Tally the lines of the data below that contain the string "joint". Give the tally and nothing else.

++++++++++++++++++++

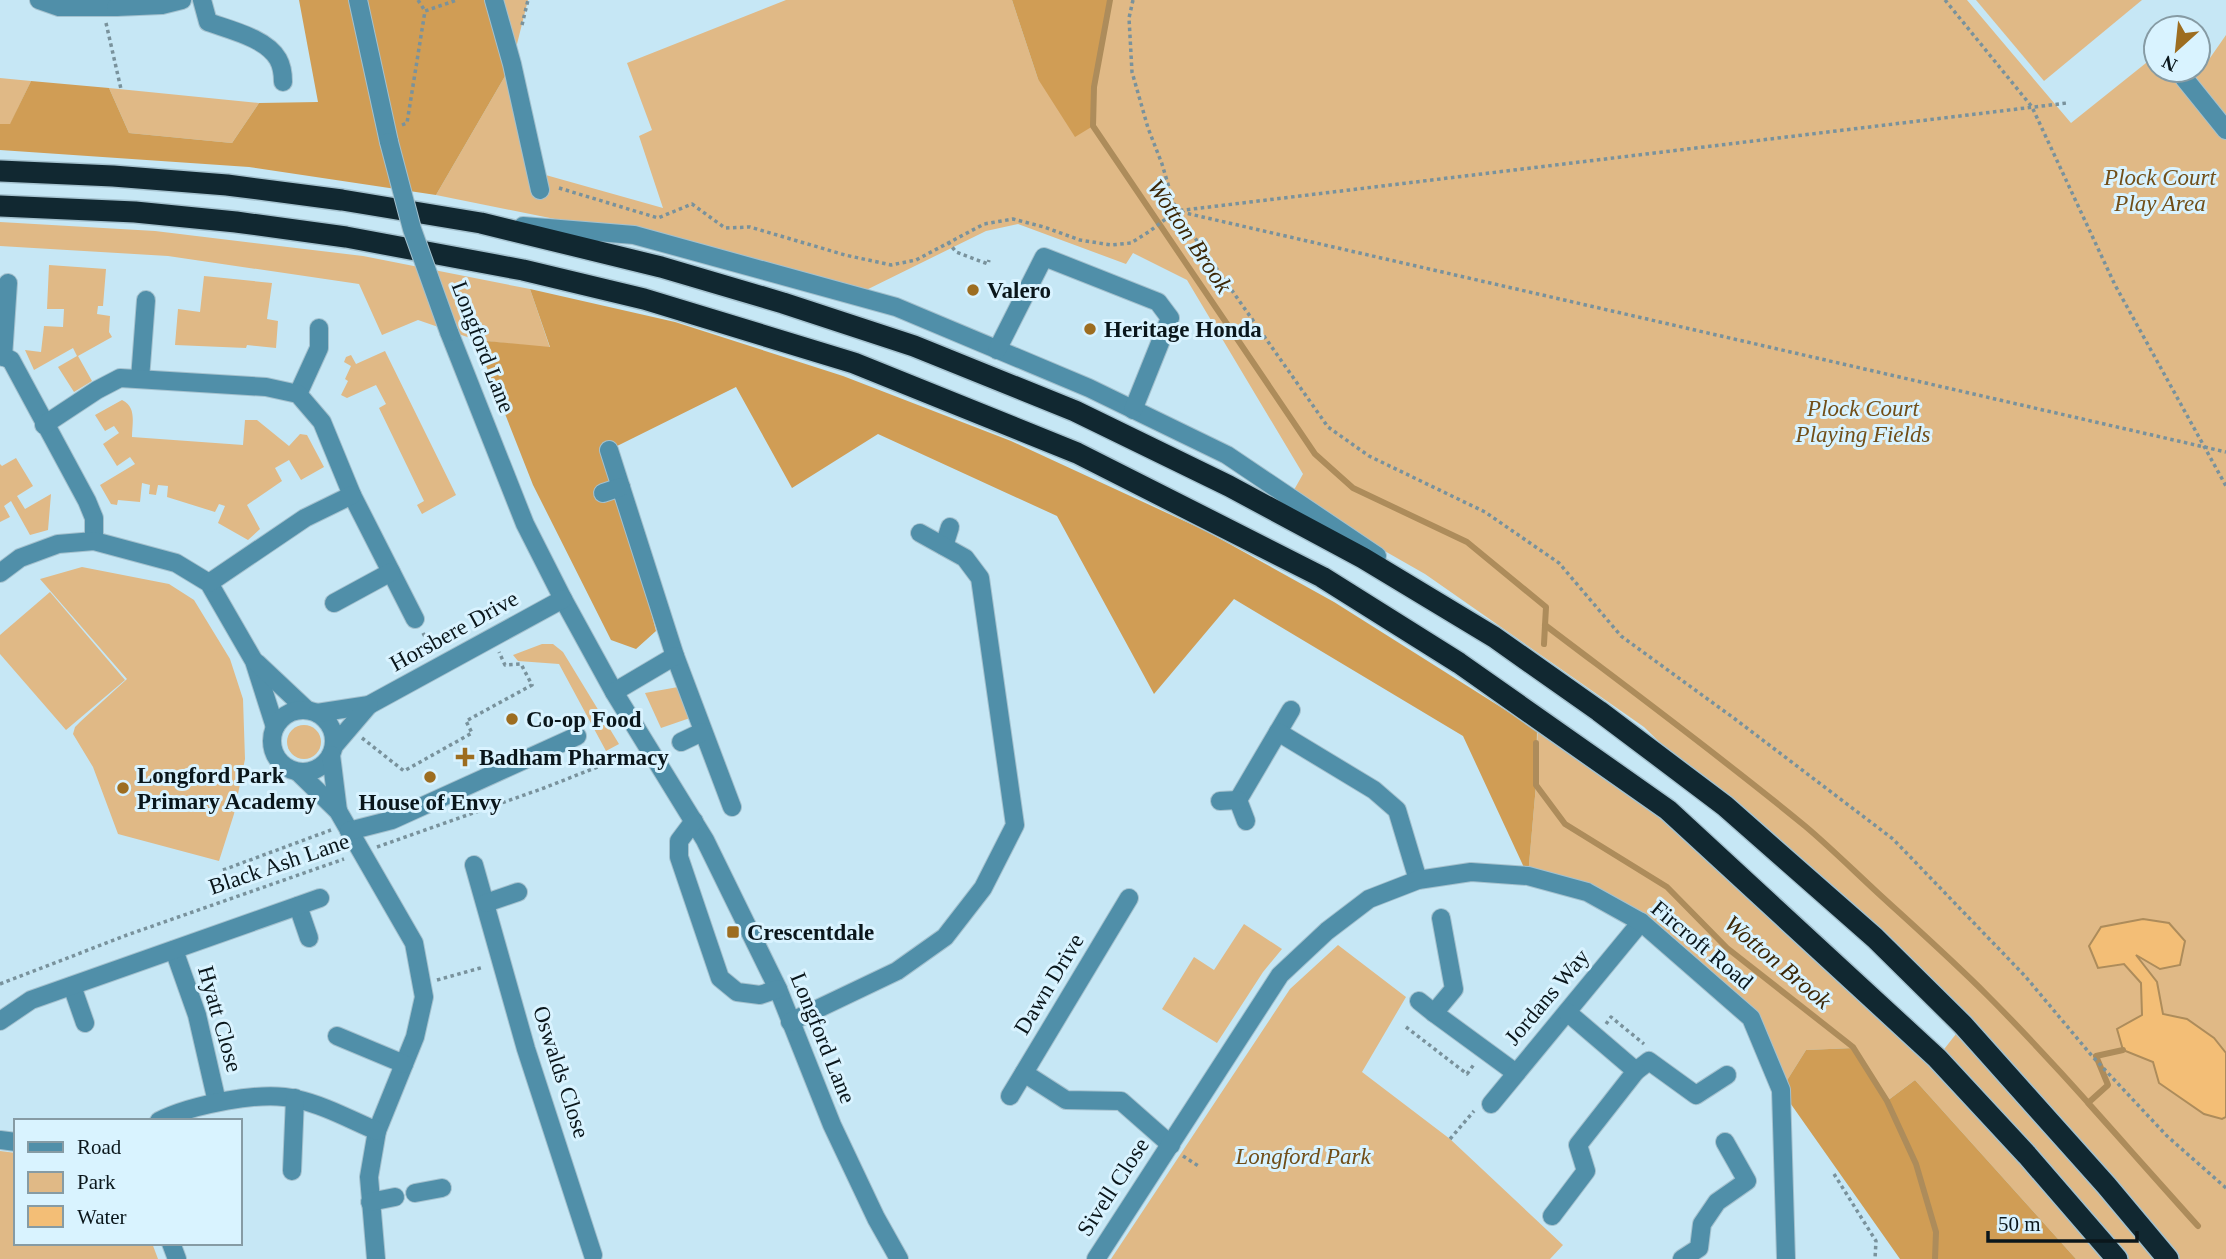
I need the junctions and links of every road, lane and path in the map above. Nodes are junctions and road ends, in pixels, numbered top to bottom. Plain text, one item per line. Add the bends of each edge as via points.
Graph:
1 (38, 0) edge
2 (182, 0) edge
3 (202, 0) edge
4 (358, 0) edge
5 (418, 0) edge
6 (457, 0) edge
7 (495, 0) edge
8 (1133, 0) edge
9 (1945, 0) edge
10 (112, 4) edge
11 (425, 11) junction
12 (284, 82) dead end
13 (2189, 84) edge
14 (121, 89) dead end
15 (2067, 103) dead end
16 (2032, 107) junction
17 (2226, 130) edge
18 (388, 139) junction
19 (0, 171) edge
20 (538, 185) joint
21 (0, 206) edge
22 (1176, 211) junction
23 (481, 223) junction
24 (948, 242) junction
25 (989, 260) dead end
26 (8, 283) dead end
27 (146, 300) dead end
28 (319, 328) dead end
29 (997, 350) junction
30 (2, 356) edge
31 (140, 379) junction
32 (298, 394) junction
33 (1133, 410) junction
34 (44, 425) junction
35 (2204, 446) junction
36 (609, 450) dead end
37 (2226, 452) edge
38 (2226, 486) edge
39 (621, 487) junction
40 (603, 493) dead end
41 (352, 495) junction
42 (950, 527) dead end
43 (920, 533) dead end
44 (93, 541) junction
45 (944, 546) junction
46 (391, 572) junction
47 (0, 573) edge
48 (209, 583) junction
49 (562, 600) junction
50 (334, 603) dead end
51 (415, 619) joint
52 (1494, 637) junction
53 (675, 656) junction
54 (502, 658) dead end
55 (254, 660) junction
56 (441, 666) junction
57 (614, 692) junction
58 (369, 705) junction
59 (1291, 710) dead end
60 (312, 712) junction
61 (275, 727) junction
62 (349, 728) junction
63 (702, 732) junction
64 (1278, 732) junction
65 (577, 736) dead end
66 (681, 742) dead end
67 (648, 747) junction
68 (332, 750) junction
69 (298, 772) junction
70 (732, 807) dead end
71 (694, 821) junction
72 (1246, 821) dead end
73 (345, 822) junction
74 (362, 853) junction
75 (474, 866) dead end
76 (223, 870) dead end
77 (1418, 880) junction
78 (518, 892) dead end
79 (320, 898) dead end
80 (1129, 898) dead end
81 (486, 903) junction
82 (298, 906) junction
83 (1441, 918) dead end
84 (1641, 922) junction
85 (309, 938) dead end
86 (174, 950) junction
87 (502, 962) junction
88 (0, 984) edge
89 (422, 984) junction
90 (72, 986) junction
91 (778, 989) junction
92 (1419, 1001) dead end
93 (1567, 1012) junction
94 (1434, 1013) junction
95 (0, 1021) edge
96 (790, 1022) junction
97 (85, 1023) dead end
98 (1406, 1027) dead end
99 (337, 1036) dead end
100 (1595, 1036) junction
101 (1651, 1050) dead end
102 (1485, 1051) junction
103 (404, 1064) junction
104 (1636, 1071) junction
105 (1024, 1073) junction
106 (1516, 1073) junction
107 (1727, 1075) dead end
108 (1010, 1096) dead end
109 (295, 1098) junction
110 (217, 1102) junction
111 (1491, 1104) joint
112 (165, 1119) edge
113 (377, 1131) junction
114 (1450, 1139) dead end
115 (1725, 1142) dead end
116 (1171, 1145) junction
117 (292, 1171) dead end
118 (1834, 1174) dead end
119 (442, 1188) dead end
120 (2226, 1188) edge
121 (415, 1194) dead end
122 (395, 1197) dead end
123 (370, 1202) junction
124 (1552, 1216) dead end
125 (594, 1258) edge
126 (376, 1259) edge
127 (899, 1259) edge
128 (1096, 1259) edge
129 (1682, 1259) edge
130 (1786, 1259) edge
131 (1875, 1259) edge
132 (2117, 1259) edge
133 (2168, 1259) edge

1 - 10 street via 59,7
2 - 10 street via 162,5
3 - 12 street via 208,22 235,31 277,57
4 - 18 street, Longford Lane
5 - 11 path
6 - 11 path
7 - 20 street
8 - 22 path via 1129,18 1132,72
9 - 16 path
10 - 14 path
11 - 18 path via 407,123
13 - 17 street
15 - 16 path
16 - 22 path
16 - 35 path via 2115,285
18 - 49 street, Longford Lane, bridge via 412,229 449,332 525,524
19 - 23 highway via 228,185
20 - 24 path via 658,218 692,204 725,228 750,227 891,265 916,260
21 - 132 highway via 236,222 523,270 645,299 854,363 1077,453 1322,577 1459,663 1668,810 1937,1058
22 - 24 path via 1131,243 1111,246 1013,219 984,224
22 - 35 path
22 - 120 path via 1328,427 1369,456 1485,512 1559,563 1621,636 1893,839 2025,976 2167,1136
23 - 29 street via 634,235 896,307
23 - 52 highway via 661,267 914,345 1074,411 1229,486 1351,551
24 - 25 path via 957,252 988,264
26 - 30 street
27 - 31 street
28 - 32 street via 319,348
29 - 33 street
29 - 33 street via 1044,257 1158,302 1170,318
30 - 34 street via 10,360
31 - 32 street via 266,387
31 - 34 street via 120,378
32 - 41 street via 322,422
33 - 52 street via 1227,455
34 - 44 street via 94,518
35 - 37 path
35 - 38 path
36 - 39 street
39 - 40 street
39 - 53 street
41 - 46 street
41 - 48 street via 305,518
42 - 45 street
43 - 45 street
44 - 47 street via 58,544 20,558
44 - 48 street via 176,563
45 - 96 street via 965,558 980,578 1015,825 983,888 945,937 897,971
46 - 50 street
46 - 51 street
48 - 55 street
49 - 56 street, Horsbere Drive
49 - 57 street, Longford Lane
51 - 56 path
52 - 133 highway via 1725,806 1875,938 1963,1025
53 - 57 street
53 - 63 street
54 - 62 path via 505,665 520,664 532,685 466,721 472,733 404,771
55 - 60 street
55 - 61 street
56 - 58 street, Horsbere Drive
57 - 67 street, Longford Lane
58 - 60 street, Horsbere Drive
58 - 62 street, Horsbere Drive
59 - 64 street
60 - 61 street via 288,713
60 - 68 street via 330,727
61 - 69 street via 275,756
62 - 68 street, Horsbere Drive
63 - 66 street
63 - 70 street
64 - 72 street via 1229,801
64 - 77 street via 1374,790 1397,810
65 - 73 street via 392,820
67 - 71 street, Longford Lane
67 - 74 path, Black Ash Lane
68 - 69 street via 317,769
68 - 73 street
69 - 73 street
71 - 91 street, Longford Lane
71 - 91 street via 679,841 679,857 720,978 737,992 761,995
73 - 74 street
73 - 76 path
74 - 88 path, Black Ash Lane
74 - 89 street via 414,943
75 - 81 street, Oswalds Close
77 - 84 street, Fircroft Road via 1471,872 1528,876 1587,891
77 - 116 street, Fircroft Road via 1369,899 1280,975
78 - 81 street
79 - 82 street, Hyatt Close
80 - 105 street, Dawn Drive
81 - 87 street, Oswalds Close
82 - 85 street
82 - 86 street, Hyatt Close
83 - 94 street via 1454,989
84 - 93 street, Jordans Way
84 - 130 street, Fircroft Road via 1751,1018 1781,1090
86 - 90 street, Hyatt Close
86 - 110 street, Hyatt Close via 197,1016
87 - 89 path
87 - 125 street, Oswalds Close
89 - 103 street via 424,997
90 - 95 street, Hyatt Close via 31,1000
90 - 97 street
91 - 96 street, Longford Lane
92 - 94 street
93 - 100 street
93 - 106 street, Jordans Way
94 - 102 street
96 - 127 street, Longford Lane via 832,1125
98 - 102 path via 1467,1074
99 - 103 street
100 - 101 path via 1611,1017
100 - 104 street
102 - 106 street
103 - 113 street
104 - 107 street via 1649,1061 1696,1095
104 - 124 street via 1578,1145 1586,1171
105 - 108 street, Dawn Drive
105 - 116 street, Sivell Close via 1066,1100 1121,1101
106 - 111 street, Jordans Way
109 - 110 street, Hyatt Close
109 - 113 street, Hyatt Close
109 - 117 street
110 - 112 street, Hyatt Close
111 - 114 path via 1480,1105
113 - 123 street
115 - 129 street via 1746,1181 1717,1202 1702,1224 1699,1248
116 - 128 street, Sivell Close
118 - 131 path via 1876,1241
119 - 121 street
122 - 123 street
123 - 126 street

++++++++++++++++++++

EXERCISE ANSWER
3